Il fatto.
Alcuni condomini di uno stabile condominiale, costituito da due edifici (edificio “A” ed edificio “B”), stipulano un accordo che pone le spese per il rifacimento del tetto dell'edificio “B” anche in capo ai condòmini dell’edificio “A”. Successivamente, uno dei condòmini dell’edificio “A”, vende la sua unità immobiliare ad un terzo, che la acquista libera da garanzie reali, trascrizioni, vincoli, oneri e senza menzione di eventuali accordi o regolamenti condominiali. Deliberati i lavori, l’assemblea approva il consuntivo e pone le spese per il rifacimento del tetto dell’edificio “B” anche in capo al condòmino acquirente dell’edificio “A” che, tuttavia, non aveva sottoscritto l’accordo di ripartizione delle spese in deroga ai criteri di cui all’art. 1123 c.c.. Nondimeno, il condòmino acquirente, considerata l’urgenza dei lavori, paga l’importo delle spese, pur non avendo sottoscritto il precedente accordo.
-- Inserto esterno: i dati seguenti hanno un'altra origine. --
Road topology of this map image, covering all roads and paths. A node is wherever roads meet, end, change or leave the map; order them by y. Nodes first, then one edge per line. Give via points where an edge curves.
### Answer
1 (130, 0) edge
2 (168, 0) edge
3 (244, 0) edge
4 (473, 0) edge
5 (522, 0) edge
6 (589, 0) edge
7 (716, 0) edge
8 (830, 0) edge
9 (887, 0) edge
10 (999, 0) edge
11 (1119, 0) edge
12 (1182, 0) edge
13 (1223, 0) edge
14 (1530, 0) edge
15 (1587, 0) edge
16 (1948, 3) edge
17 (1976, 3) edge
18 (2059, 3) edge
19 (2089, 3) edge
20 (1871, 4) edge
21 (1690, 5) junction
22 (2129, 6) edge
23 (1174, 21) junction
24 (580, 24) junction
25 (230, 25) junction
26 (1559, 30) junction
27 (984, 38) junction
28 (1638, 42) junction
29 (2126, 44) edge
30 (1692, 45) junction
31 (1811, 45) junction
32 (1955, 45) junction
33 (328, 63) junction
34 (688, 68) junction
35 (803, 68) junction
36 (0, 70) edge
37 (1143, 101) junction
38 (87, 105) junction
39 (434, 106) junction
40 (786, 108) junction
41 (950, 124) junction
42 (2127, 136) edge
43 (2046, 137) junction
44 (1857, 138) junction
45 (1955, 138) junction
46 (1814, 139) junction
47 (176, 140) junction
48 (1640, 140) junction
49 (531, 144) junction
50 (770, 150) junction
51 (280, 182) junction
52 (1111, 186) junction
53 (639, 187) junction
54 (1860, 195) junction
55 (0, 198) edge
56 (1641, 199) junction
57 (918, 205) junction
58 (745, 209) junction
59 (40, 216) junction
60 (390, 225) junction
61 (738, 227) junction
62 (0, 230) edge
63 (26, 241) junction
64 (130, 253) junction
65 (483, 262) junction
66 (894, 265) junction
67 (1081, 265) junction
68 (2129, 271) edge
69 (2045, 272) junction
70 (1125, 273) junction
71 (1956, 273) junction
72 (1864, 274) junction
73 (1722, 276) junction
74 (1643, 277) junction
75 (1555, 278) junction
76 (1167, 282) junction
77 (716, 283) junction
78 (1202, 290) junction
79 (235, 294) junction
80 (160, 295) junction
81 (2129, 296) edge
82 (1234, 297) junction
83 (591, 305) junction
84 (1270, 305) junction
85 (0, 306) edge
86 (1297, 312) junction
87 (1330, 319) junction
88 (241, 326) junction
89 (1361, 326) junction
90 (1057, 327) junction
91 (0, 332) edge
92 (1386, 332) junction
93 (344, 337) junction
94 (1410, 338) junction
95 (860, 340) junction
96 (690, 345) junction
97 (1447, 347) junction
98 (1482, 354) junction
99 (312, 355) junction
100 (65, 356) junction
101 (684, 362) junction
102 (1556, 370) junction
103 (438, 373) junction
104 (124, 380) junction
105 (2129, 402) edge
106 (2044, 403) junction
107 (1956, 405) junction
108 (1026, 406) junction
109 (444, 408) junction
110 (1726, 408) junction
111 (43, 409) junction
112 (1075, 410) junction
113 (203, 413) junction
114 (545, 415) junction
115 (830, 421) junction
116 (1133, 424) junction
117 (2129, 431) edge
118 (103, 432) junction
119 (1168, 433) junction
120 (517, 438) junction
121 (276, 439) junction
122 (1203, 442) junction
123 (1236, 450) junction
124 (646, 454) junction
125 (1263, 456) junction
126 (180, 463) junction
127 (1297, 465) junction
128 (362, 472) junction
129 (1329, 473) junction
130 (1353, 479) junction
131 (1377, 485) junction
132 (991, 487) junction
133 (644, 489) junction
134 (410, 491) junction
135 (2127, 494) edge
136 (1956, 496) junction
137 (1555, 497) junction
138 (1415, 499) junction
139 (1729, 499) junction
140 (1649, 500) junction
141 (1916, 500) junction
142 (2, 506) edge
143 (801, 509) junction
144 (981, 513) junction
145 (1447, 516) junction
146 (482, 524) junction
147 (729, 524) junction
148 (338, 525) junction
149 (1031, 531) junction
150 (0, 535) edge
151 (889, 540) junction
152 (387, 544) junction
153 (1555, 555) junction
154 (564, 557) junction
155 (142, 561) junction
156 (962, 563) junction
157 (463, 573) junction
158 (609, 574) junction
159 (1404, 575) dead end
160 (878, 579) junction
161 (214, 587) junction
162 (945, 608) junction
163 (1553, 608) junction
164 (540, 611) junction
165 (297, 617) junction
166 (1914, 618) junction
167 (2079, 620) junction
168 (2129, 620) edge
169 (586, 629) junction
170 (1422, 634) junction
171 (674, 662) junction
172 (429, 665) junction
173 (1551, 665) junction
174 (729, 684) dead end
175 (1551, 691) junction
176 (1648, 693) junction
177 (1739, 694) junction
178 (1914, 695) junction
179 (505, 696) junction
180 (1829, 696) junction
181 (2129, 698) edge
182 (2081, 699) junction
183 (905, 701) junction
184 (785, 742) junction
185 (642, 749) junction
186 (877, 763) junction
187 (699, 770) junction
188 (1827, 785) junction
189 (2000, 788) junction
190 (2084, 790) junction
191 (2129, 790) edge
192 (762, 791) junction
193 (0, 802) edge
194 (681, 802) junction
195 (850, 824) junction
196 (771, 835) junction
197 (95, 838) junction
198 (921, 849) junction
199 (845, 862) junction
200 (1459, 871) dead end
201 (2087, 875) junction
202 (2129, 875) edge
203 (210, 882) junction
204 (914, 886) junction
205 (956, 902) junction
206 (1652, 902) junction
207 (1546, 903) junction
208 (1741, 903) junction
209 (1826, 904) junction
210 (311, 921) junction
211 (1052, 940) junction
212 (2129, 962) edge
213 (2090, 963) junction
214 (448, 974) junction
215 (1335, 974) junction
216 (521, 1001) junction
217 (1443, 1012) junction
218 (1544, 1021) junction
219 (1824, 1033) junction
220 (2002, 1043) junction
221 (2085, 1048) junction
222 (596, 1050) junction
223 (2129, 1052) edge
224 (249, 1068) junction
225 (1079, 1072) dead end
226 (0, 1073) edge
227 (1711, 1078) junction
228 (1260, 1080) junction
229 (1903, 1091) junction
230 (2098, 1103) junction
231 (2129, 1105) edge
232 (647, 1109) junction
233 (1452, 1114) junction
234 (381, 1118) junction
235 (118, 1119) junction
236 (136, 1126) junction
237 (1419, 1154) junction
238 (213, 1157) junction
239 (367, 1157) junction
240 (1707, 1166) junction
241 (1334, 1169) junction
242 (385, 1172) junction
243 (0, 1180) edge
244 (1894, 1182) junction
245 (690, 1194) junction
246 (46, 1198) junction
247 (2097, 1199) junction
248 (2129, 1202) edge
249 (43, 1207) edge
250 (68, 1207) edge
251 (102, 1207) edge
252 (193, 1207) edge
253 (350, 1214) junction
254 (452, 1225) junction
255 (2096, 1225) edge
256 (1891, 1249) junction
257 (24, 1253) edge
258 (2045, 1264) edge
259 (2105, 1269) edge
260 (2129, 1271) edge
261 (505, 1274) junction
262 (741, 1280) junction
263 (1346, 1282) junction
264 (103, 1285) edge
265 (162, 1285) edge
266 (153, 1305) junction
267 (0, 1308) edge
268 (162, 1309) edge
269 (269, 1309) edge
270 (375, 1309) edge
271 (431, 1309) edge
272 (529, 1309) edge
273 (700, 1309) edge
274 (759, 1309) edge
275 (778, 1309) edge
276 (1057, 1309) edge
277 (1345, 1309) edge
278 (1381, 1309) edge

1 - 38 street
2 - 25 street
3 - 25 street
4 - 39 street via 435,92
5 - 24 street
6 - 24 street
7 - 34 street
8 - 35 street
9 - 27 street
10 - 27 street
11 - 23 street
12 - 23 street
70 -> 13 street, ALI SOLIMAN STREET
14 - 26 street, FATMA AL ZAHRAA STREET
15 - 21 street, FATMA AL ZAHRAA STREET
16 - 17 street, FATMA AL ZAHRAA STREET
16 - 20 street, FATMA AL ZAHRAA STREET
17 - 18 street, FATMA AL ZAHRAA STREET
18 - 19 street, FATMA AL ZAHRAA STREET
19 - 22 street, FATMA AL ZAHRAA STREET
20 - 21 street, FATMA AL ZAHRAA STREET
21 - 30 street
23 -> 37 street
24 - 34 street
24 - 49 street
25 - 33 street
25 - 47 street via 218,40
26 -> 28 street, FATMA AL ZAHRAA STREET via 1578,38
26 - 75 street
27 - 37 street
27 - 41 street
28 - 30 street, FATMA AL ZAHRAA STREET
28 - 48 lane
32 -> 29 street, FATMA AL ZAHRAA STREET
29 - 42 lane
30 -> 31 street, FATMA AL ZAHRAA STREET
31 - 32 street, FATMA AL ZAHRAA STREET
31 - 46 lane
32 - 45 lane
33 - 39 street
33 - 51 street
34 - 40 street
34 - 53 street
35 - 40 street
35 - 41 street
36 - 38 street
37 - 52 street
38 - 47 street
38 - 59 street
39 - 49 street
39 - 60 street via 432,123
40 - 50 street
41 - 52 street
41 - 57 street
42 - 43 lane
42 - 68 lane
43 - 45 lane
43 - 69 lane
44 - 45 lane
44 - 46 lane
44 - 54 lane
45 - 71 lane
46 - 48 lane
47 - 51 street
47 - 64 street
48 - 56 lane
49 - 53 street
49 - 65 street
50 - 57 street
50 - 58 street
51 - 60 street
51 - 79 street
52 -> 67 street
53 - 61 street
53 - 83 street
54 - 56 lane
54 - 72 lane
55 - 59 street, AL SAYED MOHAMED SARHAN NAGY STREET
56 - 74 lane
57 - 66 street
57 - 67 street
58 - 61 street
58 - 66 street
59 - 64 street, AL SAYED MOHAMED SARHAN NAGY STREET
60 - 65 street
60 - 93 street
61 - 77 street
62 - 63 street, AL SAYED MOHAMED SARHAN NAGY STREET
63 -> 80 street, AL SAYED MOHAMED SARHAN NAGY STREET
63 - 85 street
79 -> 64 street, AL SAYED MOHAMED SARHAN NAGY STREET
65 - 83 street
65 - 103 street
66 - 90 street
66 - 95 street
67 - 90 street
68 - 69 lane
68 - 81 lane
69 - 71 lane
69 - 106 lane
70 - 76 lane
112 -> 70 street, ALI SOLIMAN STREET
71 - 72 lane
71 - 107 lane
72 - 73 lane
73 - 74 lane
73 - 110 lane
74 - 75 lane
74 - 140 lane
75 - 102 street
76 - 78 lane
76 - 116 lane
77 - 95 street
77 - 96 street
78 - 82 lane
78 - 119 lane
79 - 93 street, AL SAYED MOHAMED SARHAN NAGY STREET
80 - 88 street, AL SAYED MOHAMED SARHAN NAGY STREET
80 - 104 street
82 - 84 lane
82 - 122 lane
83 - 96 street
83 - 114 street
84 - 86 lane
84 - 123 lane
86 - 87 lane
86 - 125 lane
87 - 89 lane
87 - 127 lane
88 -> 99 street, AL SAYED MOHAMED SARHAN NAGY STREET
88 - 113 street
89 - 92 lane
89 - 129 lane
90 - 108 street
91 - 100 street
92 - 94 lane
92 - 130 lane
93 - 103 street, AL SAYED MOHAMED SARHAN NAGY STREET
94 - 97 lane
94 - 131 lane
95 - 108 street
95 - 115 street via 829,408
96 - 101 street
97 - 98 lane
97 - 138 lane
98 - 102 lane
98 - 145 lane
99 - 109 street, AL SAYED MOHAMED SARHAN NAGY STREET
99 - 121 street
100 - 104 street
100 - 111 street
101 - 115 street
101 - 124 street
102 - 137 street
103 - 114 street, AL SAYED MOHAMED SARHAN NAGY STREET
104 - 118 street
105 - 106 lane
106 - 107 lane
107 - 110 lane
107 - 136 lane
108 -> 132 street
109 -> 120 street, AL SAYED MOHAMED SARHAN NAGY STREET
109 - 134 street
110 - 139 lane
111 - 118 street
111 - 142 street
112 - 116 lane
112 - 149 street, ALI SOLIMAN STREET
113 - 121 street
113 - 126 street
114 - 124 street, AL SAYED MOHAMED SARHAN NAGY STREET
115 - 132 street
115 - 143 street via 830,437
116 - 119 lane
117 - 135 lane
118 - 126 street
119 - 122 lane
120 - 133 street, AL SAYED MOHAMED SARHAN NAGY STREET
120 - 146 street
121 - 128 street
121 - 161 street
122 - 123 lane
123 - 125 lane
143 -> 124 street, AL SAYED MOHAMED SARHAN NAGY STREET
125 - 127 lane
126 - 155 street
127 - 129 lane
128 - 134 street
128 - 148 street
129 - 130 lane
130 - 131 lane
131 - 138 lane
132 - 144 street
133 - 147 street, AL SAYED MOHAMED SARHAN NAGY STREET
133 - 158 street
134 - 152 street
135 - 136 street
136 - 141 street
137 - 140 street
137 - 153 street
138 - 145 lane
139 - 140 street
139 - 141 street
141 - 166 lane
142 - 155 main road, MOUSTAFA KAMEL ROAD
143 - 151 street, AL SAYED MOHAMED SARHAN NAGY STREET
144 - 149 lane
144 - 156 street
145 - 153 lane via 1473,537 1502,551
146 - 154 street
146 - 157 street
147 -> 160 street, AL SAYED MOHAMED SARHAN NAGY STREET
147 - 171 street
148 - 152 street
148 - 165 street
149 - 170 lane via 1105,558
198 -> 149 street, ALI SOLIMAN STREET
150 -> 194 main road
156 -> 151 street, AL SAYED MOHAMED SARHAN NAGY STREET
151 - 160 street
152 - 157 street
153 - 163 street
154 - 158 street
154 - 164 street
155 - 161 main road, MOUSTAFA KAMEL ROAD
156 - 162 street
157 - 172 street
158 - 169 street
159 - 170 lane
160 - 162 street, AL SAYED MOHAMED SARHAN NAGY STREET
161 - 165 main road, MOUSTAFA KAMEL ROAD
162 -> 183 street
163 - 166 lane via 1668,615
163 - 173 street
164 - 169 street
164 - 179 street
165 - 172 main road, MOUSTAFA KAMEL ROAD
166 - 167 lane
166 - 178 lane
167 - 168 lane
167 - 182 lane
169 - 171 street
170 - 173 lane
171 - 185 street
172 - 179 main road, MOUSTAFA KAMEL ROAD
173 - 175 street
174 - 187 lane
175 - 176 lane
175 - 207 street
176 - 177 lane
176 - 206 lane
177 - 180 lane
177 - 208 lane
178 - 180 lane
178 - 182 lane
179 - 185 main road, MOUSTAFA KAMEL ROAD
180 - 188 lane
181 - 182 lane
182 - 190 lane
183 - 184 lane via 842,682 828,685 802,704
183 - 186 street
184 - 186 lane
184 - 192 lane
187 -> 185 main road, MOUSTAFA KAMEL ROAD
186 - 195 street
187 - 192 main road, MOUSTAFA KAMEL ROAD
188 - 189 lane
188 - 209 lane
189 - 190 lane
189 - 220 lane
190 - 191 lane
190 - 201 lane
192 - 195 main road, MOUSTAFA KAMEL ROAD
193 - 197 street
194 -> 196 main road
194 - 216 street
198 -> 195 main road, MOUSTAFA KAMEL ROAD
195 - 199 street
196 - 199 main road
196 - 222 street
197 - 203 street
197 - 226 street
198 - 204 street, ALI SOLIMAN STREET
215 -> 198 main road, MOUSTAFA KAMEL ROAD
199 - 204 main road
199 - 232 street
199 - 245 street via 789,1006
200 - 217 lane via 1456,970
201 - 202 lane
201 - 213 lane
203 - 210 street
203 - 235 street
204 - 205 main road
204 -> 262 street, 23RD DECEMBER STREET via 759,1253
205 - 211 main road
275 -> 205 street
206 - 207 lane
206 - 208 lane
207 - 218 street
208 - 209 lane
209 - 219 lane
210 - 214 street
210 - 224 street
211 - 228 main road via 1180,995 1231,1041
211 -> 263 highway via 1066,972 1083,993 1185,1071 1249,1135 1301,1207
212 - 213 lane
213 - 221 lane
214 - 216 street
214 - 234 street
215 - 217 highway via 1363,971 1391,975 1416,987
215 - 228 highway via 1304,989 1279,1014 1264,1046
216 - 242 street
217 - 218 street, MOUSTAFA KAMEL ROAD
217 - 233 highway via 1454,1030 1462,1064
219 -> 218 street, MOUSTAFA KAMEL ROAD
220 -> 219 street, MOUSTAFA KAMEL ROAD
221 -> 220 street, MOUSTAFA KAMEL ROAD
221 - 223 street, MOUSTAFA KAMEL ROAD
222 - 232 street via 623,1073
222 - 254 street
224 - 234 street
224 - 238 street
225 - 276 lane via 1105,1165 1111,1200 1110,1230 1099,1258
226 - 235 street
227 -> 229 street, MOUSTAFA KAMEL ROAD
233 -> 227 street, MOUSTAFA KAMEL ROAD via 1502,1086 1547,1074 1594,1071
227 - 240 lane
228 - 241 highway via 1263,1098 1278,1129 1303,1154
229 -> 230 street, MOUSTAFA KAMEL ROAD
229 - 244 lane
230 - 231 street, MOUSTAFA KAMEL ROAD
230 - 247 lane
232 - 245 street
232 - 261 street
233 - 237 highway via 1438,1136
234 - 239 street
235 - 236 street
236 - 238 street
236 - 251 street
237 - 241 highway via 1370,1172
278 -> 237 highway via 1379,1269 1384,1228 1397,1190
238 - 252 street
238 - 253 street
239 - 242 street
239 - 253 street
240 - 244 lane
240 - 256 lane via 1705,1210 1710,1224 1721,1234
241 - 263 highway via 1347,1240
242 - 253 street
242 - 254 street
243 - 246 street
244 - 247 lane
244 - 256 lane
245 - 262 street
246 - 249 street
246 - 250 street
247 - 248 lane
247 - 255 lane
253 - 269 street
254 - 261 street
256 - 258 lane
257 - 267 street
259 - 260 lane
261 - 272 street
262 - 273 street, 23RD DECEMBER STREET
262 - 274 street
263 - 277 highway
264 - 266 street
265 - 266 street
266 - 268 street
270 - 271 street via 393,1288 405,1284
Successivamente, senza impugnare la delibera assembleare, il condòmino acquirente agisce dinnanzi al giudice di pace verso l’alienante per ottenere il rimborso della somma da egli versata in favore del Condominio, o in subordine l’indennizzo di cui all’art. 2041 c.c., deducendo che il suo dante causa, convenuto in giudizio, aveva sottoscritto l’accordo e poi gli aveva venduto l’immobile senza farne menzione.
La vicenda è talmente tanto complessa da aver ispirato tre diverse ricostruzioni giuridiche.
La ricostruzione giuridica del Tribunale, in funzione di giudice di appello.
Il Tribunale qualifica l’accordo sottoscritto dai condòmini e posto a fondamento del riparto delle spese per il rifacimento del tetto di copertura dell’edificio “B” come convenzione ex art. 1123, comma 1, c.c. in deroga al regime di suddivisione legale delle spese condominiali.
Difatti, i commi 1 e 2 dell’art. 1123 c.c. delineano il criterio di riparto legale delle spese condominiali secondo il criterio ...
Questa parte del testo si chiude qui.